Jeff Layton <jlayton@xxxxxxxxxx> · Fri, 13 Dec 2024 14:02:24 -0500

On Fri, 2024-12-13 at 19:44 +0100, Christian Brauner wrote:
> On Fri, Dec 13, 2024 at 09:11:41AM -0500, Jeff Layton wrote:
> > On Fri, 2024-12-13 at 00:03 +0100, Christian Brauner wrote:
> > > Currently we use a read-write lock but for the simple search case we can
> > > make this lockless. Creating a new mount namespace is a rather rare
> > > event compared with querying mounts in a foreign mount namespace.
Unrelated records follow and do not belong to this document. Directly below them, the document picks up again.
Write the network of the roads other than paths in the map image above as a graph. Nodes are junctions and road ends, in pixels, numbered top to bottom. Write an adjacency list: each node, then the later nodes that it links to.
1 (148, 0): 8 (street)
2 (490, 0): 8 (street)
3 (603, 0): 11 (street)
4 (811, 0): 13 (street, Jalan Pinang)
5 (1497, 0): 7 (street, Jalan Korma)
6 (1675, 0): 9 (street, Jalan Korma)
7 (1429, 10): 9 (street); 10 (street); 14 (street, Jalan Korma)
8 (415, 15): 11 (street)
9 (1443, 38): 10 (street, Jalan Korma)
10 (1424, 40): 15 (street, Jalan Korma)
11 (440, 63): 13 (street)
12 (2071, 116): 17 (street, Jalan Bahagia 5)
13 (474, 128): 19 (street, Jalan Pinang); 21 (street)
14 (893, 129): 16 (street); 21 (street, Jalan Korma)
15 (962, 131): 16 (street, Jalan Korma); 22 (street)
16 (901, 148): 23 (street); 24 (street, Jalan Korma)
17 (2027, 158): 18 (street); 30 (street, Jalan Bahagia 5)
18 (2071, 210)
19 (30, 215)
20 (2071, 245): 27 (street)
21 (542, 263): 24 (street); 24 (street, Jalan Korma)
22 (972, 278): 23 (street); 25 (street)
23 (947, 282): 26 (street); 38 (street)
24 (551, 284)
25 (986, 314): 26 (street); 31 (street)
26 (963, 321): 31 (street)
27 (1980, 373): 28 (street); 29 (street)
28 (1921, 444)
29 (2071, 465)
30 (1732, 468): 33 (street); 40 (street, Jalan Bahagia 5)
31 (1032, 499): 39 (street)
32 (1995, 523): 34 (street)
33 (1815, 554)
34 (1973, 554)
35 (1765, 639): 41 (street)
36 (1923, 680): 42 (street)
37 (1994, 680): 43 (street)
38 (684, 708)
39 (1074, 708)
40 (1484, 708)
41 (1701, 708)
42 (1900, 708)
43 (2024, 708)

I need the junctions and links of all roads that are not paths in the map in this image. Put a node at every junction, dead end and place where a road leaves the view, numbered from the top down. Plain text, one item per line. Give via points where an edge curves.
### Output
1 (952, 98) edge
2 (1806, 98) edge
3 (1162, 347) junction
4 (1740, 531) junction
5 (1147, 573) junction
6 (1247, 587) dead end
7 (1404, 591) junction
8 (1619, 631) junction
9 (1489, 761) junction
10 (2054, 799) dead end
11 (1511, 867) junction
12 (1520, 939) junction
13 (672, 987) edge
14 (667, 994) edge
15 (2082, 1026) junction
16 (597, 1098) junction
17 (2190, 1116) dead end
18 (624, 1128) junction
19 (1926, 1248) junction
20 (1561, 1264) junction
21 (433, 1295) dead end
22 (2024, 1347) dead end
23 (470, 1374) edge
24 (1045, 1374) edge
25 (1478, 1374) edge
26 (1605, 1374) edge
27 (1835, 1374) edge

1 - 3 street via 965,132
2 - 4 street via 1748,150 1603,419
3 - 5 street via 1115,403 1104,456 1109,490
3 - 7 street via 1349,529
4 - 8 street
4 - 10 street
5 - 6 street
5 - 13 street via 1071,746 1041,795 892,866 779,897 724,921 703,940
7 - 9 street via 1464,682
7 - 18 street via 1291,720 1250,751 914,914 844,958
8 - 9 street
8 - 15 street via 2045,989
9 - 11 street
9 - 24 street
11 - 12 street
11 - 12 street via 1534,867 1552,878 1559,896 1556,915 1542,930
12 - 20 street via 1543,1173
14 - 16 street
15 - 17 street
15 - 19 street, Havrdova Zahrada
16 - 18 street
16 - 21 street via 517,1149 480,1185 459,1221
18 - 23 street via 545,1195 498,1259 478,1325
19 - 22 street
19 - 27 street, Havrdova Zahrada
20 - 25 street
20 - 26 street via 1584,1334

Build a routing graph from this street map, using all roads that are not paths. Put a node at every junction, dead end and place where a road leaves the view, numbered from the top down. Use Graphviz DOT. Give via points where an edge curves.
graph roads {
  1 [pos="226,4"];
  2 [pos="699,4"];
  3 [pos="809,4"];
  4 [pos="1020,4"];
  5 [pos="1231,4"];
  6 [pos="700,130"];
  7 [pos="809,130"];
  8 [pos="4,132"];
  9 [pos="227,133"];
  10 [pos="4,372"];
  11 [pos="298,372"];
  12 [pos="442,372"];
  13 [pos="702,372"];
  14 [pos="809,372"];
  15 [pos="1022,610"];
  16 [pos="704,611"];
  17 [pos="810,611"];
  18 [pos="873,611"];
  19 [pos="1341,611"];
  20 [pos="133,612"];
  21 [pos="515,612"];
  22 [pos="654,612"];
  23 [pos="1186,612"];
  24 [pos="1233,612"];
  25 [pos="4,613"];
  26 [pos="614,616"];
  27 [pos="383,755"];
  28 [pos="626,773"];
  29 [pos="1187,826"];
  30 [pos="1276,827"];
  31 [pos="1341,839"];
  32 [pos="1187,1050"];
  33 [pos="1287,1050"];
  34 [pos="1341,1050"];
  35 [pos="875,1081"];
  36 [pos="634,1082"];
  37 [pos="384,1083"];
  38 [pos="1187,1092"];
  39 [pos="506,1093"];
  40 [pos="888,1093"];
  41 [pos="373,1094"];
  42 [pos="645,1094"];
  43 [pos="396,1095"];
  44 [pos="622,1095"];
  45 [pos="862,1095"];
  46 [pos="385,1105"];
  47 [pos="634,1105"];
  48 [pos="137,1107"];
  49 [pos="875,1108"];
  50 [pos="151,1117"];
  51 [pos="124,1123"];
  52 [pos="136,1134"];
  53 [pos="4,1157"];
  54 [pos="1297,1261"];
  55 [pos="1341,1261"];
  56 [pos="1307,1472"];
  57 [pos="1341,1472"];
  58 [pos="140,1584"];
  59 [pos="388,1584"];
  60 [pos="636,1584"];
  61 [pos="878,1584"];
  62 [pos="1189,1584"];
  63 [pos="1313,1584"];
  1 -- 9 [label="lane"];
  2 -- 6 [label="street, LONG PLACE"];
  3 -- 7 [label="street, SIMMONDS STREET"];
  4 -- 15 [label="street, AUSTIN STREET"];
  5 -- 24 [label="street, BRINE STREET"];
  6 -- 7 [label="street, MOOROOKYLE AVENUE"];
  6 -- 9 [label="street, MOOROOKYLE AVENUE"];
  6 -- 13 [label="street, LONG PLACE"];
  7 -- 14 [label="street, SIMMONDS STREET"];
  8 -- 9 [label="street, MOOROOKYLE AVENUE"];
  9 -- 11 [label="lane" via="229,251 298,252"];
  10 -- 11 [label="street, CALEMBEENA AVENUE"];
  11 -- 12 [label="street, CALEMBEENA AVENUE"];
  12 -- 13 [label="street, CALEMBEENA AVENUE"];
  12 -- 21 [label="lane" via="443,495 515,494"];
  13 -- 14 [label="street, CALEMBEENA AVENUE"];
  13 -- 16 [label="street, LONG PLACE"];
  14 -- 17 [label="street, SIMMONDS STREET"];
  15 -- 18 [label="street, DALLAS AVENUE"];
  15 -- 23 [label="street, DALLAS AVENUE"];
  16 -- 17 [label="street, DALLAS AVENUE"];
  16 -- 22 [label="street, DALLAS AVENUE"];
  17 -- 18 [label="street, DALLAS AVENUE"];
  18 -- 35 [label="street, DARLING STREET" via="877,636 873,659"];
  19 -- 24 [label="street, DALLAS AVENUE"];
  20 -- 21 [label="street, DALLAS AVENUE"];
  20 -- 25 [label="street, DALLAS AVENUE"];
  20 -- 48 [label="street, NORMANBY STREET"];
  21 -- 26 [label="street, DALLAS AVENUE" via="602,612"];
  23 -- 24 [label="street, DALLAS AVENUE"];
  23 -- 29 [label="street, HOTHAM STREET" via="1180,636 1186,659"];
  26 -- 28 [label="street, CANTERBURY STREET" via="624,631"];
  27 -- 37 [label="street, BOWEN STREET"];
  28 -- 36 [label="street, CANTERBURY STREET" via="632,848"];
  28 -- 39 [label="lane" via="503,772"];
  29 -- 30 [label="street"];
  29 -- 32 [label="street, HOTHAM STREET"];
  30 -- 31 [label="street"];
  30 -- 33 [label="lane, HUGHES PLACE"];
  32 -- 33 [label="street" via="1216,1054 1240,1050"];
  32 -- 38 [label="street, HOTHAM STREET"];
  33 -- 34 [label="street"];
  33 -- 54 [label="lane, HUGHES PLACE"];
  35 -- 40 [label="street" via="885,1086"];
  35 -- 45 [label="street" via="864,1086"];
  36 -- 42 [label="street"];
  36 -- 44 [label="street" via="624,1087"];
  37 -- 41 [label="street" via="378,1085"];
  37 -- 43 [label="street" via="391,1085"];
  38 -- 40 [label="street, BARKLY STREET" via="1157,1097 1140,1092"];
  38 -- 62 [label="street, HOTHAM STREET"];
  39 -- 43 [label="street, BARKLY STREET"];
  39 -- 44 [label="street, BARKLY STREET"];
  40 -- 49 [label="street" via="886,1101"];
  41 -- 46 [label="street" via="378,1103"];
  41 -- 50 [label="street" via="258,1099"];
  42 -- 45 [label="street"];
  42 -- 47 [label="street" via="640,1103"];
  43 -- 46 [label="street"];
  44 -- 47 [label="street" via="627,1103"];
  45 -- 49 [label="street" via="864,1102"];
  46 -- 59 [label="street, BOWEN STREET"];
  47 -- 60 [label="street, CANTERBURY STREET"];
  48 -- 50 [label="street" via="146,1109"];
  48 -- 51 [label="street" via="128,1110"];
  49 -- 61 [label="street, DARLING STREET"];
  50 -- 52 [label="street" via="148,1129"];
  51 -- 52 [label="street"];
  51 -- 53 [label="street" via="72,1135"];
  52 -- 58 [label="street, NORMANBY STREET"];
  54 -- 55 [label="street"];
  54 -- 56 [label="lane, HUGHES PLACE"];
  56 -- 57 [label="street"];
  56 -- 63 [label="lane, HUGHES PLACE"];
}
Once
> > > this is picked up by e.g., systemd to list mounts in another mount in
> > > it's isolated services or in containers this will be used a lot so this
> > > seems worthwhile doing.
> > > 
> > > Signed-off-by: Christian Brauner <brauner@xxxxxxxxxx>
> > > ---
> > >  fs/mount.h     |   5 ++-
> > >  fs/namespace.c | 119 +++++++++++++++++++++++++++++++++++----------------------
> > >  2 files changed, 77 insertions(+), 47 deletions(-)
> > > 
> > > diff --git a/fs/mount.h b/fs/mount.h
> > > index 185fc56afc13338f8185fe818051444d540cbd5b..36ead0e45e8aa7614c00001102563a711d9dae6e 100644
> > > --- a/fs/mount.h
> > > +++ b/fs/mount.h
> > > @@ -12,7 +12,10 @@ struct mnt_namespace {
> > >  	struct user_namespace	*user_ns;
> > >  	struct ucounts		*ucounts;
> > >  	u64			seq;	/* Sequence number to prevent loops */
> > > -	wait_queue_head_t poll;
> > > +	union {
> > > +		wait_queue_head_t	poll;
> > > +		struct rcu_head		mnt_ns_rcu;
> > > +	};
> > >  	u64 event;
> > >  	unsigned int		nr_mounts; /* # of mounts in the namespace */
> > >  	unsigned int		pending_mounts;
> > > diff --git a/fs/namespace.c b/fs/namespace.c
> > > index 10fa18dd66018fadfdc9d18c59a851eed7bd55ad..52adee787eb1b6ee8831705b2b121854c3370fb3 100644
> > > --- a/fs/namespace.c
> > > +++ b/fs/namespace.c
> > > @@ -79,6 +79,8 @@ static DECLARE_RWSEM(namespace_sem);
> > >  static HLIST_HEAD(unmounted);	/* protected by namespace_sem */
> > >  static LIST_HEAD(ex_mountpoints); /* protected by namespace_sem */
> > >  static DEFINE_RWLOCK(mnt_ns_tree_lock);
> > > +static seqcount_rwlock_t mnt_ns_tree_seqcount = SEQCNT_RWLOCK_ZERO(mnt_ns_tree_seqcount, &mnt_ns_tree_lock);
> > > +
> > >  static struct rb_root mnt_ns_tree = RB_ROOT; /* protected by mnt_ns_tree_lock */
> > >  
> > >  struct mount_kattr {
> > > @@ -105,17 +107,6 @@ EXPORT_SYMBOL_GPL(fs_kobj);
> > >   */
> > >  __cacheline_aligned_in_smp DEFINE_SEQLOCK(mount_lock);
> > >  
> > > -static int mnt_ns_cmp(u64 seq, const struct mnt_namespace *ns)
> > > -{
> > > -	u64 seq_b = ns->seq;
> > > -
> > > -	if (seq < seq_b)
> > > -		return -1;
> > > -	if (seq > seq_b)
> > > -		return 1;
> > > -	return 0;
> > > -}
> > > -
> > >  static inline struct mnt_namespace *node_to_mnt_ns(const struct rb_node *node)
> > >  {
> > >  	if (!node)
> > > @@ -123,19 +114,41 @@ static inline struct mnt_namespace *node_to_mnt_ns(const struct rb_node *node)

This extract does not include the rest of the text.